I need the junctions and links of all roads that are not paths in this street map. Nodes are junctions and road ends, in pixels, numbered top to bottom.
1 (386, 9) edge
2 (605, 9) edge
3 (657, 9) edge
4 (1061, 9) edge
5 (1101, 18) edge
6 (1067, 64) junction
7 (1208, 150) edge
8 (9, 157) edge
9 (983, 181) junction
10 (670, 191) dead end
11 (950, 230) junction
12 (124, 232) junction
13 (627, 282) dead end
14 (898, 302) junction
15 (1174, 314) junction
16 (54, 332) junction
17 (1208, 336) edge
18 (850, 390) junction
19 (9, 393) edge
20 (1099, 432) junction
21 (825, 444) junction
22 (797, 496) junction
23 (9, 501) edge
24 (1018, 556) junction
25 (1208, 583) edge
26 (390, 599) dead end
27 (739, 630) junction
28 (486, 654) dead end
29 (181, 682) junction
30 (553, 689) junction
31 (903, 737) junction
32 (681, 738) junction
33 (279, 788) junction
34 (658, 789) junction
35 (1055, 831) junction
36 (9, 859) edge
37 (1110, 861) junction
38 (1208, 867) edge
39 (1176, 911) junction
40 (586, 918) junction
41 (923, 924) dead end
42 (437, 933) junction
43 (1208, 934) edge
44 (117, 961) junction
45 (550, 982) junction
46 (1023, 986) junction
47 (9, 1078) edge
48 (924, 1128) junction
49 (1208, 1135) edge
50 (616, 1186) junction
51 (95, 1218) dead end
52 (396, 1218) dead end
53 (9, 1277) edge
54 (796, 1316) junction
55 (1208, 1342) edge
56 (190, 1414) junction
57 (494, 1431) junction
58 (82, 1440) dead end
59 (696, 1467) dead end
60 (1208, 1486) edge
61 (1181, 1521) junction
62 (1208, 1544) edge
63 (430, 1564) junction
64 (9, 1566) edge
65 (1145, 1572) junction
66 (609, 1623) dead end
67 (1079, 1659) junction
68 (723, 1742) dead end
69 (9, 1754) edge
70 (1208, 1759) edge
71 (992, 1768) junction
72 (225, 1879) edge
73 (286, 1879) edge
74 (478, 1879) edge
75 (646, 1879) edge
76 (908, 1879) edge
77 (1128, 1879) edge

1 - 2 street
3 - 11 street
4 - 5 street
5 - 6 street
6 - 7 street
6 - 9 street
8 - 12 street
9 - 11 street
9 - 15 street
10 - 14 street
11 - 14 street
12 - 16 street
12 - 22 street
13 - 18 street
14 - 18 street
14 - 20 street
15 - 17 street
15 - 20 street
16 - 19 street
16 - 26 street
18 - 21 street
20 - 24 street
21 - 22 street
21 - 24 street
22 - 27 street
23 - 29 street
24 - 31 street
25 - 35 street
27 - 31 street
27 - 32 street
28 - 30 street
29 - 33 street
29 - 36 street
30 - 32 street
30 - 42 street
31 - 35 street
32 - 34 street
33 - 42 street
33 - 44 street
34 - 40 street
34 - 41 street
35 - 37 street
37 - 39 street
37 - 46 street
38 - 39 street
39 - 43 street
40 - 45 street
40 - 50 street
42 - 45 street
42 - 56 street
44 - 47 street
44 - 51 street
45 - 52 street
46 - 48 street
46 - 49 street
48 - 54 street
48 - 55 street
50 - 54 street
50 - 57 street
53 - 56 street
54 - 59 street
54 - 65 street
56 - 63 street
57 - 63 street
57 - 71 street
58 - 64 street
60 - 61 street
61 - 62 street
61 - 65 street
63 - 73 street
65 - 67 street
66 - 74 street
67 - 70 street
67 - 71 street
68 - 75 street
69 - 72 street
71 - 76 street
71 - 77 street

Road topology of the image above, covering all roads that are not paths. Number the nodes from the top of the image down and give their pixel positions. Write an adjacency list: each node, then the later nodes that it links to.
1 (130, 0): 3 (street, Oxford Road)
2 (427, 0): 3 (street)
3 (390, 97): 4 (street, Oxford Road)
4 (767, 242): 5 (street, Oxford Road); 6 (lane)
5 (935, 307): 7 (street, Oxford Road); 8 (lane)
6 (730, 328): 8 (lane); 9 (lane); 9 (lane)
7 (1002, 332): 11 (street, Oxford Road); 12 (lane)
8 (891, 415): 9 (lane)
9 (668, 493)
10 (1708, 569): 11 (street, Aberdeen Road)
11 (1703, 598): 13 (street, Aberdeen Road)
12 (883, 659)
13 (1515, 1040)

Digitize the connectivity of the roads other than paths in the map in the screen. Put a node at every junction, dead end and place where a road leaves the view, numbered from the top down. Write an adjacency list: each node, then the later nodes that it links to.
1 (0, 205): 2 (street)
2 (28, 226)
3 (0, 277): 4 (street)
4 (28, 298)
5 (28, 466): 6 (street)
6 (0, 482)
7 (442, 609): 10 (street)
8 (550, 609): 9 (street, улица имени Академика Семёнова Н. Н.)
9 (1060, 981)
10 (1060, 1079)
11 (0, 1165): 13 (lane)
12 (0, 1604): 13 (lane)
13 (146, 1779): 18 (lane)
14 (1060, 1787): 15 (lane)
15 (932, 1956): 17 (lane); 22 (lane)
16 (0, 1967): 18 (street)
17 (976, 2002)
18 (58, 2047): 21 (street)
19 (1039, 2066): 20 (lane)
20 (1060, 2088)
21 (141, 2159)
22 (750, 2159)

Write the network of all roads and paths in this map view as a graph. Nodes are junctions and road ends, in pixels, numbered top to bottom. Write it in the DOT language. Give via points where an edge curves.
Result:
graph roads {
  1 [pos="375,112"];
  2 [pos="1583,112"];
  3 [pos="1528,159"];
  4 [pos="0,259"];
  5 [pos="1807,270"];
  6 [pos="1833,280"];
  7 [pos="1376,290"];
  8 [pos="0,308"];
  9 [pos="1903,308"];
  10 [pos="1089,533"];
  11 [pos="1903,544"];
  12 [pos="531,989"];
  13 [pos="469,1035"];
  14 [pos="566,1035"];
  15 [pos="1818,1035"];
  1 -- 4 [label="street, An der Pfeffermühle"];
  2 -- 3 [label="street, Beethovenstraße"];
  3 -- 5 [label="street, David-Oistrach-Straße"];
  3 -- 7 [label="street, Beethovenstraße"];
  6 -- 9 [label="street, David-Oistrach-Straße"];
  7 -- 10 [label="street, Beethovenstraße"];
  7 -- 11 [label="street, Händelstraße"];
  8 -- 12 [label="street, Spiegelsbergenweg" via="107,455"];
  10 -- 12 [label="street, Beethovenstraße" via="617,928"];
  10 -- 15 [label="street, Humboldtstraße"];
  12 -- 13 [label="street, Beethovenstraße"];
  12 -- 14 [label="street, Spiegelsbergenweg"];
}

● ● ● ● ●

**Task directions:**
Copy out all the entries shown above, character for character.

**Response to the exercise:**
I need the junctions and links of all roads that are not paths in this street map. Nodes are junctions and road ends, in pixels, numbered top to bottom.
1 (386, 9) edge
2 (605, 9) edge
3 (657, 9) edge
4 (1061, 9) edge
5 (1101, 18) edge
6 (1067, 64) junction
7 (1208, 150) edge
8 (9, 157) edge
9 (983, 181) junction
10 (670, 191) dead end
11 (950, 230) junction
12 (124, 232) junction
13 (627, 282) dead end
14 (898, 302) junction
15 (1174, 314) junction
16 (54, 332) junction
17 (1208, 336) edge
18 (850, 390) junction
19 (9, 393) edge
20 (1099, 432) junction
21 (825, 444) junction
22 (797, 496) junction
23 (9, 501) edge
24 (1018, 556) junction
25 (1208, 583) edge
26 (390, 599) dead end
27 (739, 630) junction
28 (486, 654) dead end
29 (181, 682) junction
30 (553, 689) junction
31 (903, 737) junction
32 (681, 738) junction
33 (279, 788) junction
34 (658, 789) junction
35 (1055, 831) junction
36 (9, 859) edge
37 (1110, 861) junction
38 (1208, 867) edge
39 (1176, 911) junction
40 (586, 918) junction
41 (923, 924) dead end
42 (437, 933) junction
43 (1208, 934) edge
44 (117, 961) junction
45 (550, 982) junction
46 (1023, 986) junction
47 (9, 1078) edge
48 (924, 1128) junction
49 (1208, 1135) edge
50 (616, 1186) junction
51 (95, 1218) dead end
52 (396, 1218) dead end
53 (9, 1277) edge
54 (796, 1316) junction
55 (1208, 1342) edge
56 (190, 1414) junction
57 (494, 1431) junction
58 (82, 1440) dead end
59 (696, 1467) dead end
60 (1208, 1486) edge
61 (1181, 1521) junction
62 (1208, 1544) edge
63 (430, 1564) junction
64 (9, 1566) edge
65 (1145, 1572) junction
66 (609, 1623) dead end
67 (1079, 1659) junction
68 (723, 1742) dead end
69 (9, 1754) edge
70 (1208, 1759) edge
71 (992, 1768) junction
72 (225, 1879) edge
73 (286, 1879) edge
74 (478, 1879) edge
75 (646, 1879) edge
76 (908, 1879) edge
77 (1128, 1879) edge

1 - 2 street
3 - 11 street
4 - 5 street
5 - 6 street
6 - 7 street
6 - 9 street
8 - 12 street
9 - 11 street
9 - 15 street
10 - 14 street
11 - 14 street
12 - 16 street
12 - 22 street
13 - 18 street
14 - 18 street
14 - 20 street
15 - 17 street
15 - 20 street
16 - 19 street
16 - 26 street
18 - 21 street
20 - 24 street
21 - 22 street
21 - 24 street
22 - 27 street
23 - 29 street
24 - 31 street
25 - 35 street
27 - 31 street
27 - 32 street
28 - 30 street
29 - 33 street
29 - 36 street
30 - 32 street
30 - 42 street
31 - 35 street
32 - 34 street
33 - 42 street
33 - 44 street
34 - 40 street
34 - 41 street
35 - 37 street
37 - 39 street
37 - 46 street
38 - 39 street
39 - 43 street
40 - 45 street
40 - 50 street
42 - 45 street
42 - 56 street
44 - 47 street
44 - 51 street
45 - 52 street
46 - 48 street
46 - 49 street
48 - 54 street
48 - 55 street
50 - 54 street
50 - 57 street
53 - 56 street
54 - 59 street
54 - 65 street
56 - 63 street
57 - 63 street
57 - 71 street
58 - 64 street
60 - 61 street
61 - 62 street
61 - 65 street
63 - 73 street
65 - 67 street
66 - 74 street
67 - 70 street
67 - 71 street
68 - 75 street
69 - 72 street
71 - 76 street
71 - 77 street

Road topology of the image above, covering all roads that are not paths. Number the nodes from the top of the image down and give their pixel positions. Write an adjacency list: each node, then the later nodes that it links to.
1 (130, 0): 3 (street, Oxford Road)
2 (427, 0): 3 (street)
3 (390, 97): 4 (street, Oxford Road)
4 (767, 242): 5 (street, Oxford Road); 6 (lane)
5 (935, 307): 7 (street, Oxford Road); 8 (lane)
6 (730, 328): 8 (lane); 9 (lane); 9 (lane)
7 (1002, 332): 11 (street, Oxford Road); 12 (lane)
8 (891, 415): 9 (lane)
9 (668, 493)
10 (1708, 569): 11 (street, Aberdeen Road)
11 (1703, 598): 13 (street, Aberdeen Road)
12 (883, 659)
13 (1515, 1040)

Digitize the connectivity of the roads other than paths in the map in the screen. Put a node at every junction, dead end and place where a road leaves the view, numbered from the top down. Write an adjacency list: each node, then the later nodes that it links to.
1 (0, 205): 2 (street)
2 (28, 226)
3 (0, 277): 4 (street)
4 (28, 298)
5 (28, 466): 6 (street)
6 (0, 482)
7 (442, 609): 10 (street)
8 (550, 609): 9 (street, улица имени Академика Семёнова Н. Н.)
9 (1060, 981)
10 (1060, 1079)
11 (0, 1165): 13 (lane)
12 (0, 1604): 13 (lane)
13 (146, 1779): 18 (lane)
14 (1060, 1787): 15 (lane)
15 (932, 1956): 17 (lane); 22 (lane)
16 (0, 1967): 18 (street)
17 (976, 2002)
18 (58, 2047): 21 (street)
19 (1039, 2066): 20 (lane)
20 (1060, 2088)
21 (141, 2159)
22 (750, 2159)

Write the network of all roads and paths in this map view as a graph. Nodes are junctions and road ends, in pixels, numbered top to bottom. Write it in the DOT language. Give via points where an edge curves.
Result:
graph roads {
  1 [pos="375,112"];
  2 [pos="1583,112"];
  3 [pos="1528,159"];
  4 [pos="0,259"];
  5 [pos="1807,270"];
  6 [pos="1833,280"];
  7 [pos="1376,290"];
  8 [pos="0,308"];
  9 [pos="1903,308"];
  10 [pos="1089,533"];
  11 [pos="1903,544"];
  12 [pos="531,989"];
  13 [pos="469,1035"];
  14 [pos="566,1035"];
  15 [pos="1818,1035"];
  1 -- 4 [label="street, An der Pfeffermühle"];
  2 -- 3 [label="street, Beethovenstraße"];
  3 -- 5 [label="street, David-Oistrach-Straße"];
  3 -- 7 [label="street, Beethovenstraße"];
  6 -- 9 [label="street, David-Oistrach-Straße"];
  7 -- 10 [label="street, Beethovenstraße"];
  7 -- 11 [label="street, Händelstraße"];
  8 -- 12 [label="street, Spiegelsbergenweg" via="107,455"];
  10 -- 12 [label="street, Beethovenstraße" via="617,928"];
  10 -- 15 [label="street, Humboldtstraße"];
  12 -- 13 [label="street, Beethovenstraße"];
  12 -- 14 [label="street, Spiegelsbergenweg"];
}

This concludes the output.